Iba a empezar diciendo que el niño llegó a casa.

Sin embargo, y en honor a la verdad, aquel rompecabezas de desechos no era una vivienda sino un tugurio armado con latas de zinc oxidadas y con viejos hoyos de clavos, tablas que bien merecían estar disfrutando de la jubilación, cartones agrietados por el sol y la lluvia, y trozos de plástico con complejo de ventana.

Ahí fue donde llegó el niño de unos ocho años.

–Hijo -manifestó la mamá, una mujer de veinticinco años que aparentaba más de cincuenta-, te noto preocupado. ¿Pasa algo?
–No mamá, todo está bien -respondió mientras se cambiaba su único uniforme de escuela para que no hubiera necesidad de lavarlo durante la semana lectiva.
–¿Qué pasa mi amor? Cuénteme, para eso está mamá. ¿La maestra pidió plata?
–No, pero sí nos dijo que tenemos que ir preparando el farol para el desfile del 14 de setiembre.
–¿Y eso te preocupa? -preguntó la mamá al tiempo que planchaba ropa ajena.
–Sí, porque yo sé que no tenemos plata. Anoche te oí rezándole a Dios para que nos regale comida. ¿Por qué siempre tienen que estar pidiendo cosas en la escuela? ¿Qué es, que piensan que tenemos un árbol de dinero?
–Tranquilo hijo. Todo tiene solución en esta vida.
–Yo prefiero que haya pan para el desayuno en vez de un farol para el desfile.
–No te preocupés mi vida. Mamá se encarga con la ayuda de Dios.

Faltaban dos semanas para la conmemoración del 14 de setiembre y el niño nada que veía en el rancho algo parecido a un farol.

El propio 14 su mamá le dijo, antes de que se fuera a la escuela, que recordara regresar temprano a casa para alistarse para el desfile.

Carlitos escuchó a sus compañeros hablando de los faroles que sus padres y madres les habían ayudado a hacer: casitas típicas, antorchas, las franjas de la bandera, carretas, iglesias, mariposas…

–¿Y el tuyo cómo es? -le preguntaron al niño del tugurio.
–Ahhhhh, es sorpresa -acató a responder cuando en realidad pensaba que al día siguiente mentiría diciendo que faltó al desfile porque le dolía el estómago.

Llegó triste al rancho, más triste que el perro flaco del vecino.

–Hola hijo, ¿cómo te fue?
–Bien -contestó con desgano.
–¿Listo para el desfile de esta noche?
–No voy a ir, me duele el estómago.
–Hijo, no tiene porqué mentir, ya está listo el farol.
–Ah sí, dónde, porque no lo veo, pero la verdad no importa, prefiero que haya pan.
–Ahí está -expresó la mamá y señaló una esquina del tugurio.
–Ese es el palo de la escoba.

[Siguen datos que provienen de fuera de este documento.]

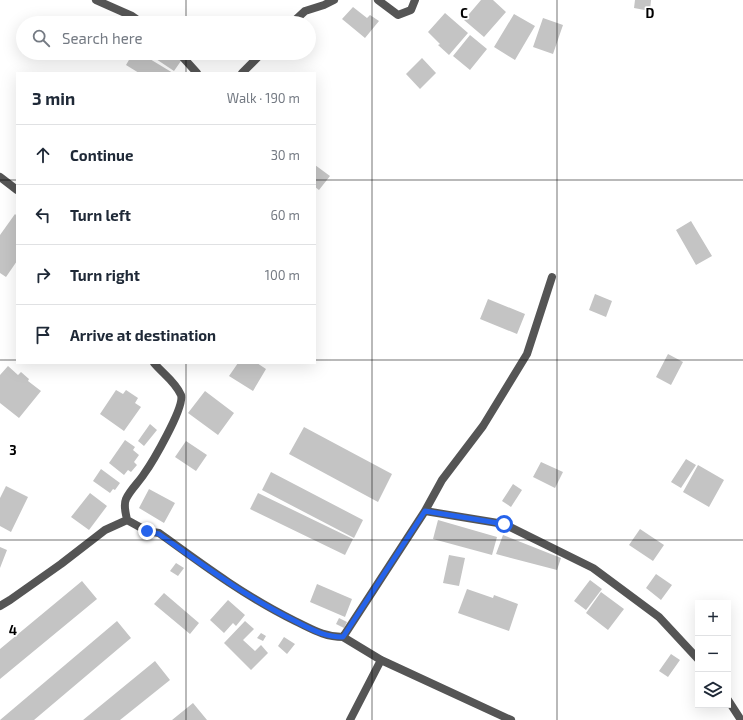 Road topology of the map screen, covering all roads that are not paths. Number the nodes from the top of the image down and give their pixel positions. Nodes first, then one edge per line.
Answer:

Mamá, un farol tiene luz.
–Por supuesto, es que el resto del farol está afuera esperándote.
–Mamá, no se burle de mí -dijo Carlitos con un nudo en la garganta.
–Jamás haría eso. Vamos para que vea que es cierto.

El niño salió, pero no veía nada.

–¿Dónde está el farol?
–¿No lo ves?
–No veo nada.
–¿Y la Luna?
–Sí, pero la Luna no es un farol.
–Claro que sí. Si tomas el palo de la escoba y lo colocas justo debajo de la Luna, va a parecer que ese es tu farol. ¡Un farol de lujo! ¡El mejor farol de la noche!

Carlitos hizo tal como le había dicho su mamá y su farol fue declarado como el más original del desfile.

(Historia basada en un sueño que tuve hace unos quince o veinte años, y que recordé hoy cuando tropecé con la imagen que acompaña a este texto).